On Thursday Mr Crow accused London mayor Boris Johnson of “playing politics” with the Tube by deliberately intervening to scupper a last-minute deal. Mr Johnson said the allegation was “completely untrue”. Union boss Bob Crow today gloated over the “success” of the Tube strike as he threatened more walkouts. The RMT leader said his members could launch fresh industrial action as early as two weeks’ time – despite signs of the strike crumbling. Many picket lines were deserted today and London Underground managed to run trains on nine out of 11 lines.
But millions of commuters were caught up in gridlock as central London took the brunt of the disruption. Mr Crow turned up for a picket line at Queen’s Park on the Bakerloo line, which was running a limited service. He boasted about the industrial action. “I’m really pleased. It was a solid success,” he said. “The whole city ground to a halt and the disruption it caused was all over the papers.”
Mayor Boris Johnson said the number of trains running showed the lack of support for the strike. He paid tribute to staff who had crossed picket lines to go to work as well as to the number of Londoners who had used crowded buses and trains to keep London operating. He said it showed the weakness in the RMT’s case and criticised Mr Crow for “moving the goal posts”. Mr Johnson said: “I do apologise for the trouble that has taken place and I think it is very sad, but I urge the RMT to come to their senses and to do the right thing and call off the strike.”
“The people in London have shown fantastic resolve by going to work in such fantastic numbers. This is a testament to the weakness and fragility of the strike. The RMT have greatly undermined themselves by this action.”

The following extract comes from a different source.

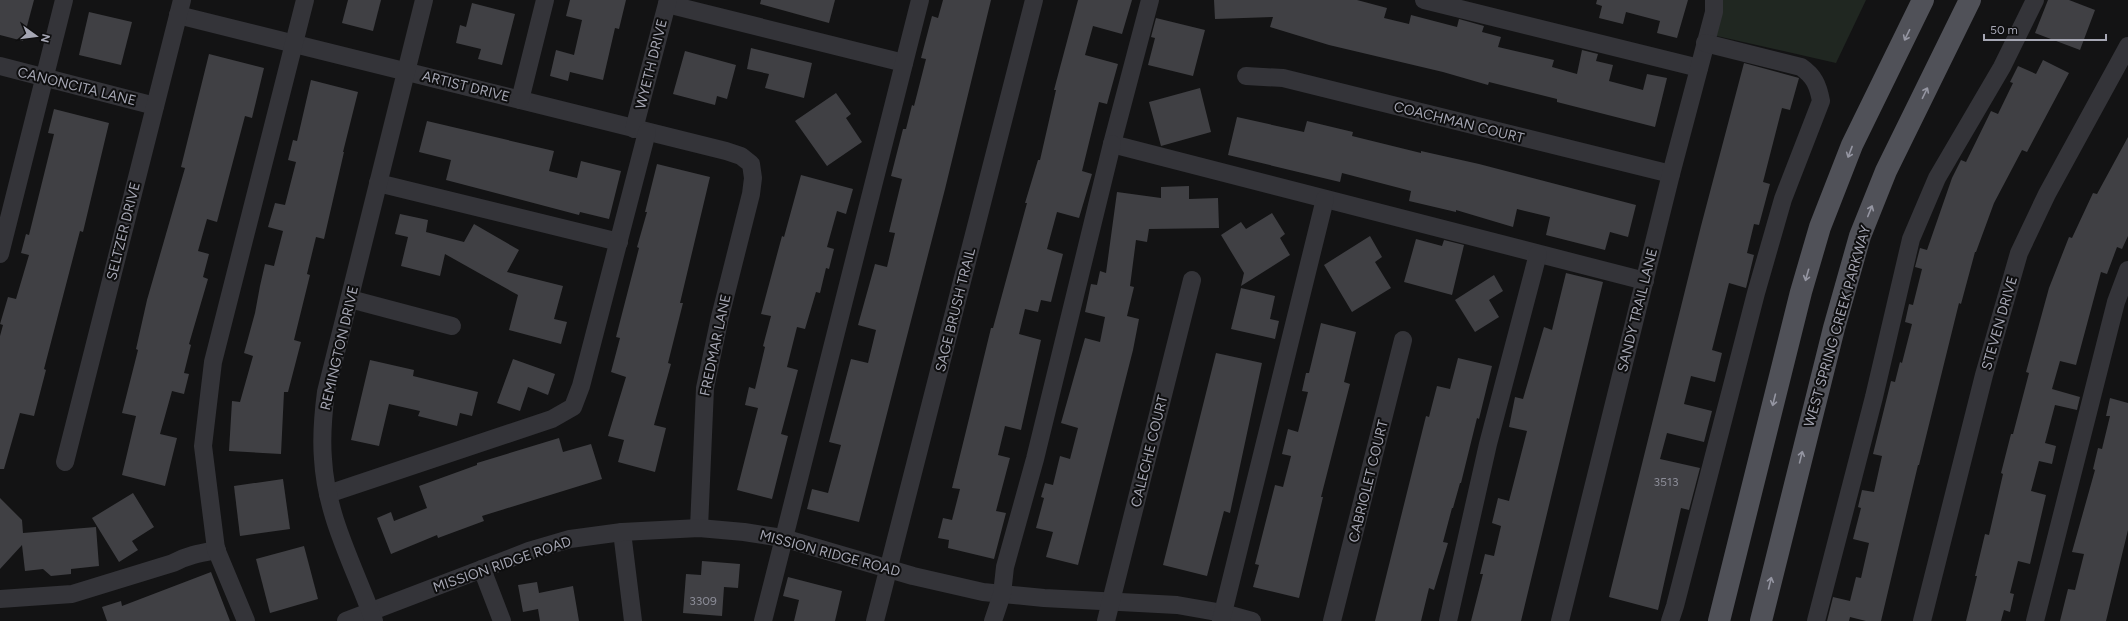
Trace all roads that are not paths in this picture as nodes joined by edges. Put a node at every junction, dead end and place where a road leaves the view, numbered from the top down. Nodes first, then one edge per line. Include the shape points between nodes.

The hefty six-footer Bob Crow has a reputation for picking his battles well and the RMT is one of the few unions with a growing membership. According to the latest TUC figures it has 75,906 members. But after the half-cock response to the latest 48-hour Tube walkout serious questions are being asked about his judgment.
Aslef, the rival Tube union, said today: “It seems Bob Crow is now doing his best to annoy fellow trade unions.” Officially Aslef describes the strike as “premature” but the private language is more colourful. A hint of RMT rebellion emerged in the voting figures. Of 10,000 eligible to vote, just 2,810 supported the strike call with 488 against. The rest took the easy way out and didn’t bother -although they will, of course, accept any increased pay and working conditions improvements won by the union. Just before the strike started Mr Crow said: “We know that it will receive solid support from RMT members across the Tube network.” No, it hasn’t. It was a rare misjudgement by Mr Crow.

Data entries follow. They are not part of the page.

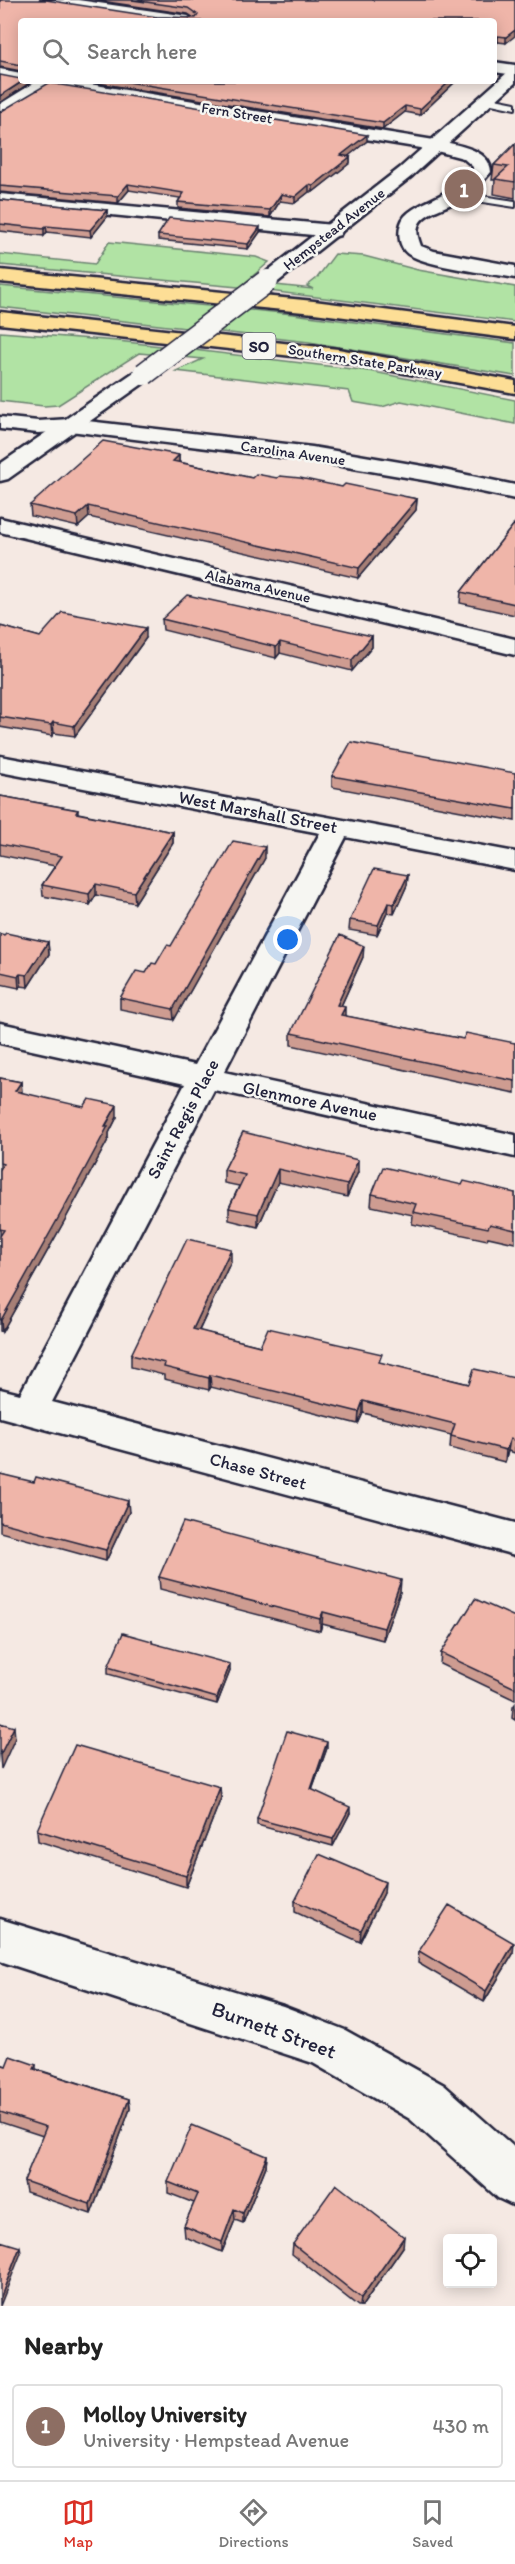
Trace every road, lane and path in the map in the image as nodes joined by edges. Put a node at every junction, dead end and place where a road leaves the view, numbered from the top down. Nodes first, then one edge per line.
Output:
1 (48, 0) edge
2 (169, 5) edge
3 (148, 18) edge
4 (497, 68) edge
5 (515, 72) edge
6 (0, 74) edge
7 (18, 77) edge
8 (40, 84) edge
9 (63, 84) edge
10 (484, 100) junction
11 (515, 106) edge
12 (0, 111) edge
13 (434, 145) junction
14 (455, 195) junction
15 (0, 199) edge
16 (515, 204) edge
17 (333, 231) junction
18 (515, 272) edge
19 (0, 276) edge
20 (0, 318) edge
21 (515, 333) edge
22 (515, 387) edge
23 (0, 410) edge
24 (0, 423) edge
25 (70, 424) junction
26 (0, 474) edge
27 (515, 492) edge
28 (0, 525) edge
29 (515, 647) edge
30 (0, 764) edge
31 (337, 827) junction
32 (515, 861) edge
33 (0, 1033) edge
34 (204, 1078) junction
35 (515, 1146) edge
36 (14, 1407) edge
37 (515, 1539) edge
38 (0, 1940) edge
39 (515, 2181) edge

1 - 3 street
2 - 3 street
4 - 5 street
5 - 10 street, Hempstead Avenue
6 - 7 street
8 - 12 street
9 - 13 street, Fern Street
10 - 11 lane
10 - 13 street, Hempstead Avenue
13 - 14 street, Fern Street
13 - 17 street, Hempstead Avenue
14 - 16 lane
14 - 18 street
15 - 17 street
17 - 25 street, Hempstead Avenue, bridge
19 - 21 highway
20 - 22 highway, Southern State Parkway / SO
23 - 25 street
24 - 25 street
25 - 26 street, Hempstead Avenue
25 - 27 street, Carolina Avenue
28 - 29 street, Alabama Avenue
30 - 31 street, West Marshall Street
31 - 32 street, West Marshall Street
31 - 34 street, Saint Regis Place
33 - 34 street, Glenmore Avenue
34 - 35 street, Glenmore Avenue
34 - 36 street, Saint Regis Place
36 - 37 street, Chase Street
38 - 39 street, Burnett Street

The last two Victoria line strikes, in support of sacked train driver Carl Campbell, have closed the line completely. It’s a different picture now: Mr Crow quietly slipped in a third strike on the Victoria line today to run in conjunction with the main dispute. This strike was only announced to LU, as the union is legally required to do, and not to passengers. The Victoria line is an RMT stronghold but today trains ran along a major part of the route – Victoria to Seven Sisters – where Mr Crow was on early morning picket line duty.

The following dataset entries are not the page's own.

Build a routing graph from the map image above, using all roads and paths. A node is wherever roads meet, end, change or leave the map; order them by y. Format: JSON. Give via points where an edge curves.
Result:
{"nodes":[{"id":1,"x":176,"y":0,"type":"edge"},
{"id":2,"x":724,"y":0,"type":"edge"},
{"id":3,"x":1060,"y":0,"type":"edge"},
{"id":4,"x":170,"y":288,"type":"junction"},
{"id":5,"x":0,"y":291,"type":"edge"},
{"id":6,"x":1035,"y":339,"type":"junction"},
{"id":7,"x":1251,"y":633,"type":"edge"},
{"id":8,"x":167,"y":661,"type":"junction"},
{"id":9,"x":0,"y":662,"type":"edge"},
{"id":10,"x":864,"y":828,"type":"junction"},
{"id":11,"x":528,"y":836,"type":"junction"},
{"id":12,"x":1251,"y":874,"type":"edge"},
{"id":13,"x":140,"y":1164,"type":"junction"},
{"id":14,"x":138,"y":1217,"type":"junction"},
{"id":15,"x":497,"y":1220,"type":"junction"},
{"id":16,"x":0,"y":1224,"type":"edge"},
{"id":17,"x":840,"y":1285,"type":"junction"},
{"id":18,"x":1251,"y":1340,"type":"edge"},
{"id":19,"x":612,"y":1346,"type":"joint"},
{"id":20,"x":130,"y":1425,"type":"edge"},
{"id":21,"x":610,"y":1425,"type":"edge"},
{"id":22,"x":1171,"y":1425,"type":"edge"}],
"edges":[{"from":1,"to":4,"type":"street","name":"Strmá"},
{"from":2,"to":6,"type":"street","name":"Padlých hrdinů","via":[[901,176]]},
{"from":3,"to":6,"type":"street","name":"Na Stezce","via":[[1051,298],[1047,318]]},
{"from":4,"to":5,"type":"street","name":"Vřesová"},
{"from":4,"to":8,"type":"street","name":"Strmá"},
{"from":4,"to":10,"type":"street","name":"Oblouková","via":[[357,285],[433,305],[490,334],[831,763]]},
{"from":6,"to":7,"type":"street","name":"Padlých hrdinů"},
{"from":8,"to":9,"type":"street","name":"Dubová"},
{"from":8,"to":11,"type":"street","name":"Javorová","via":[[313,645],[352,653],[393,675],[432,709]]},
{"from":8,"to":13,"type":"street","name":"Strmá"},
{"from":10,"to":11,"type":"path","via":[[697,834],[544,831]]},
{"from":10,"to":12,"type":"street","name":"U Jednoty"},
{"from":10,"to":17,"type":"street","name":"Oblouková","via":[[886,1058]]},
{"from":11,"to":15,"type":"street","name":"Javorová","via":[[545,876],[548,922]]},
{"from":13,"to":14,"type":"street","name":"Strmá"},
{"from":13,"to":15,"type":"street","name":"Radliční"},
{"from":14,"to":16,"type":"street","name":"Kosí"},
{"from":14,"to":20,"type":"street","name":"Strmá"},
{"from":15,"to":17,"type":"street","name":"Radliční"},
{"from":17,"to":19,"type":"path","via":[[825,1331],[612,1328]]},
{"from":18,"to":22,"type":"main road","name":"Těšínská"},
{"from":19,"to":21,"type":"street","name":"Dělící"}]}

Past network-wide strikes have seen a total shutdown. Compare that with today: during this morning’s peak 120 trains ran out of a possible 522; by lunchtime the figure had increased to 140 out of a usual 420. London Underground stated: “We have had lots of drivers turning up.” Did that include RMT members? “It must do by the number of people who have reported for duty,” said LU. This encouraged even more staff to return to work today, the second half of the stoppage. Union observers ask whether Mr Crow has been bounced into a self-defeating dispute by his even more far-Left fellow officials. There seems to be no immediate threat to his leadership in the absence of a credible alternative. But his reputation as a union general that chooses his battle grounds wisely and normally delivers a victory has been badly damaged.